Chama-se Knowledge Graph e é o novo sistema do Google para a pesquisa semântica. Aqui está como funciona e o que é.
As mudanças do Google como motor de busca estão cada vez mais evidentes, mas hoje, à complexa rede de algoritmos, junta-se uma nova funcionalidade recém-apresentada: chama-se Knowledge Graph e dá oficialmente início ao conceito de pesquisa semântica.
Literalmente, a expressão significa “gráfico do conhecimento” e isso imediatamente faz pensar em uma espécie de mapa conceitual que, longe de devolver apenas resultados por pertinência, pode também propor um “racicínio” diferente por trás.
Embora o mecanismo ainda esteja no começo e, portanto, sua aplicação no momento não será estendida a 100%, parece que além dos habituais resultados de pesquisa orgânica aparecerão também outros elementos.
No espaço lateral da página, de fato, majoritariamente aparecerão algumas informações preliminares: se se pesquisa o nome de um artista, ao lado dos resultados da pesquisa orgânica começarão a aparecer as primeiras informações resumidas, como data de nascimento, atividade, obras maiores e eventuais conexões significativas.
Dessa forma, a maior parte das informações principais já será mostrada na primeira página e sem que o usuário precise entrar nos sites que devolvem resultados de pesquisa mais ou menos pertinentes.
Imagine que precisamos buscar informações sobre uma cidade que estamos para visitar: digitando o nome é provável que o Google já possa fornecer respostas alinhadas com o que foi buscado, como por exemplo os voos que levam para aquele local, o número de habitantes, os principais monumentos e assim por diante, fornecendo também imagens e mapa.

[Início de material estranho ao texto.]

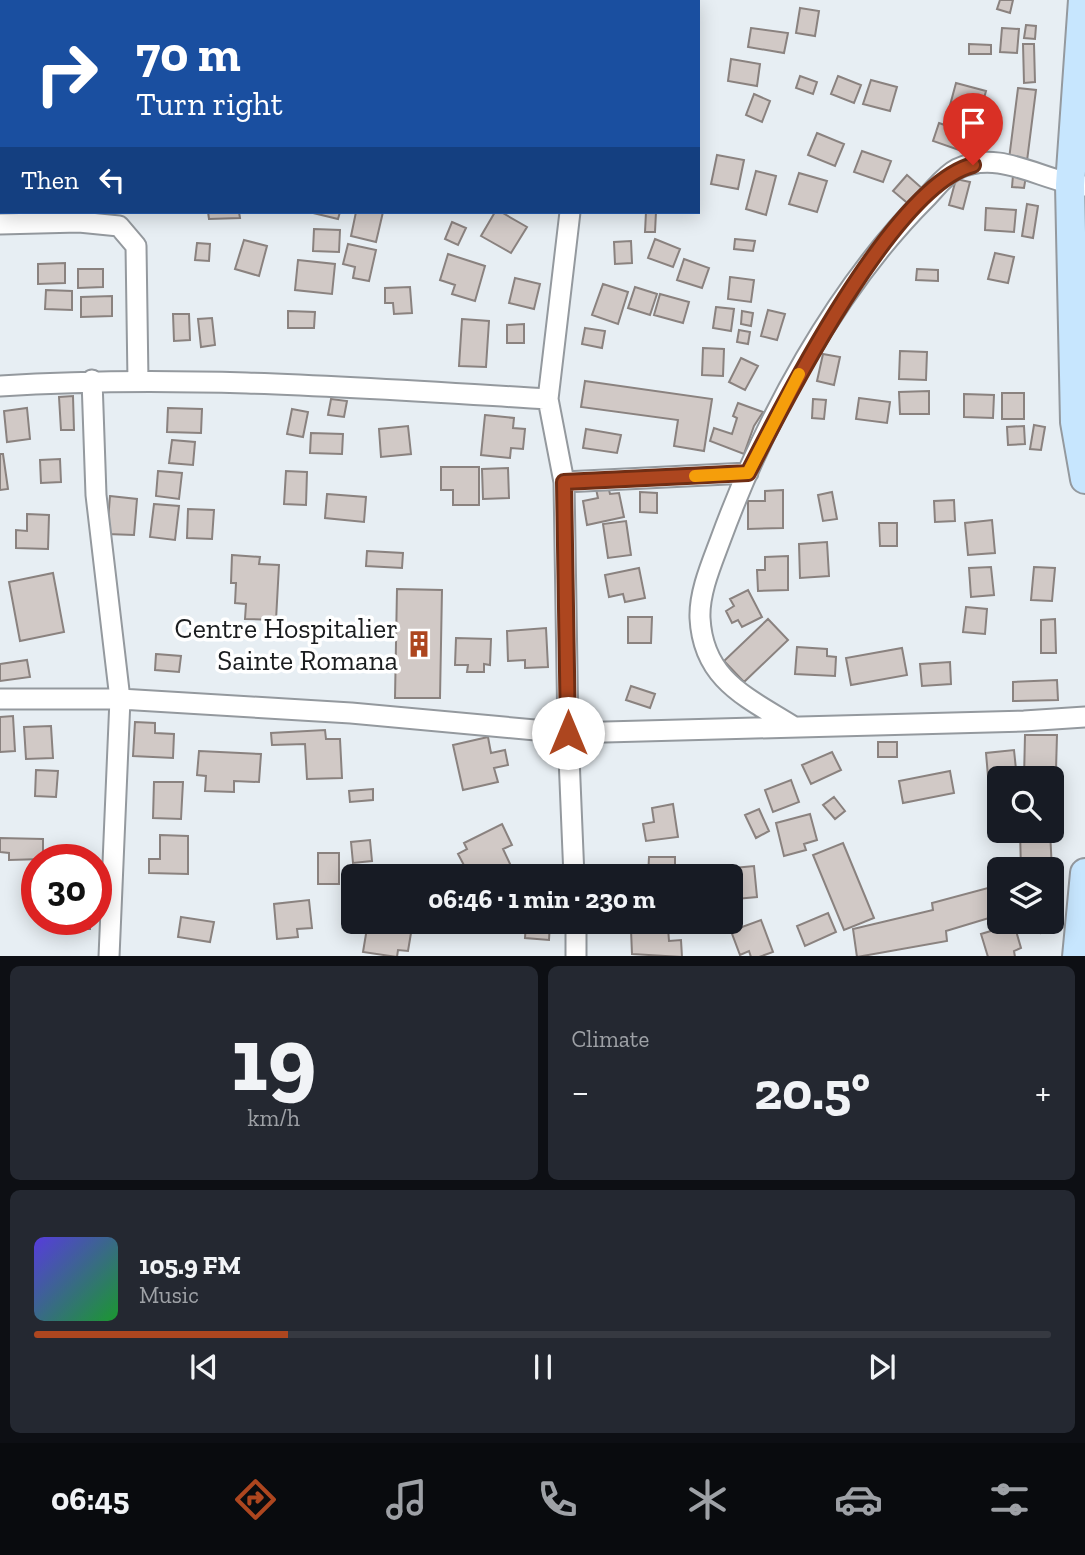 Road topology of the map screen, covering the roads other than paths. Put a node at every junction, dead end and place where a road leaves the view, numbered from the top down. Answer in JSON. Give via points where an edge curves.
{"nodes":[{"id":1,"x":1083,"y":0,"type":"edge"},
{"id":2,"x":1078,"y":185,"type":"edge"},
{"id":3,"x":570,"y":214,"type":"edge"},
{"id":4,"x":0,"y":224,"type":"edge"},
{"id":5,"x":92,"y":380,"type":"junction"},
{"id":6,"x":138,"y":381,"type":"junction"},
{"id":7,"x":0,"y":386,"type":"edge"},
{"id":8,"x":548,"y":399,"type":"junction"},
{"id":9,"x":748,"y":473,"type":"junction"},
{"id":10,"x":1085,"y":478,"type":"edge"},
{"id":11,"x":564,"y":482,"type":"junction"},
{"id":12,"x":0,"y":699,"type":"edge"},
{"id":13,"x":120,"y":699,"type":"junction"},
{"id":14,"x":1085,"y":717,"type":"edge"},
{"id":15,"x":792,"y":726,"type":"junction"},
{"id":16,"x":568,"y":733,"type":"junction"},
{"id":17,"x":573,"y":864,"type":"edge"},
{"id":18,"x":1085,"y":873,"type":"edge"},
{"id":19,"x":576,"y":934,"type":"edge"},
{"id":20,"x":109,"y":956,"type":"edge"},
{"id":21,"x":576,"y":956,"type":"edge"},
{"id":22,"x":1077,"y":956,"type":"edge"}],
"edges":[{"from":1,"to":2,"type":"street"},
{"from":2,"to":9,"type":"street","via":[[990,161],[957,169],[940,183],[904,220],[839,304]]},
{"from":2,"to":10,"type":"street","via":[[1075,422]]},
{"from":3,"to":8,"type":"street"},
{"from":4,"to":6,"type":"street","via":[[120,226],[136,246]]},
{"from":5,"to":6,"type":"street"},
{"from":5,"to":7,"type":"street"},
{"from":5,"to":13,"type":"street","via":[[96,495]]},
{"from":6,"to":8,"type":"street","via":[[333,386]]},
{"from":8,"to":11,"type":"street"},
{"from":9,"to":11,"type":"street"},
{"from":9,"to":15,"type":"street","via":[[707,576],[700,617],[707,651],[729,686]]},
{"from":11,"to":16,"type":"street"},
{"from":12,"to":13,"type":"street"},
{"from":13,"to":16,"type":"street","via":[[351,713]]},
{"from":13,"to":20,"type":"street"},
{"from":14,"to":15,"type":"street"},
{"from":15,"to":16,"type":"street"},
{"from":16,"to":17,"type":"street"},
{"from":18,"to":22,"type":"street"},
{"from":19,"to":21,"type":"street"}]}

E assim, à medida que a pesquisa se aprofunda, vai se formando o mapa ou o gráfico do conhecimento que o Google parece querer montar, para dar informações significativas em um mar de links que às vezes acabam levando a páginas com pouco valor informativo.
Jack Menzel, product manager do Google, anunciou com estas palavras a revolução do Knowledge Graph: “Não seria fantástico se o Google conseguisse entender que as palavras que escrevemos durante uma pesquisa não são apenas palavras, mas fazem referência ao mundo real?“
Parece mesmo que o papel do Google de colocar ordem entre os conteúdos da web (conteúdos de terceiros e não “made in Google”, é bom frisar) já está ficando pequeno: talvez tenha aprendido a lição do Facebook que, desde seu início, se mostrou um contêiner do qual os inscritos dificilmente saem durante as sessões de navegação online.
Não por acaso Facebook está se movimentando na direção do motor de busca interno já há algum tempo.
Ainda é cedo demais para entender completamente como funcionará Knowledge Graph do Google, já que será implementado em breve somente no google.com e posteriormente será estendido para o resto do mundo.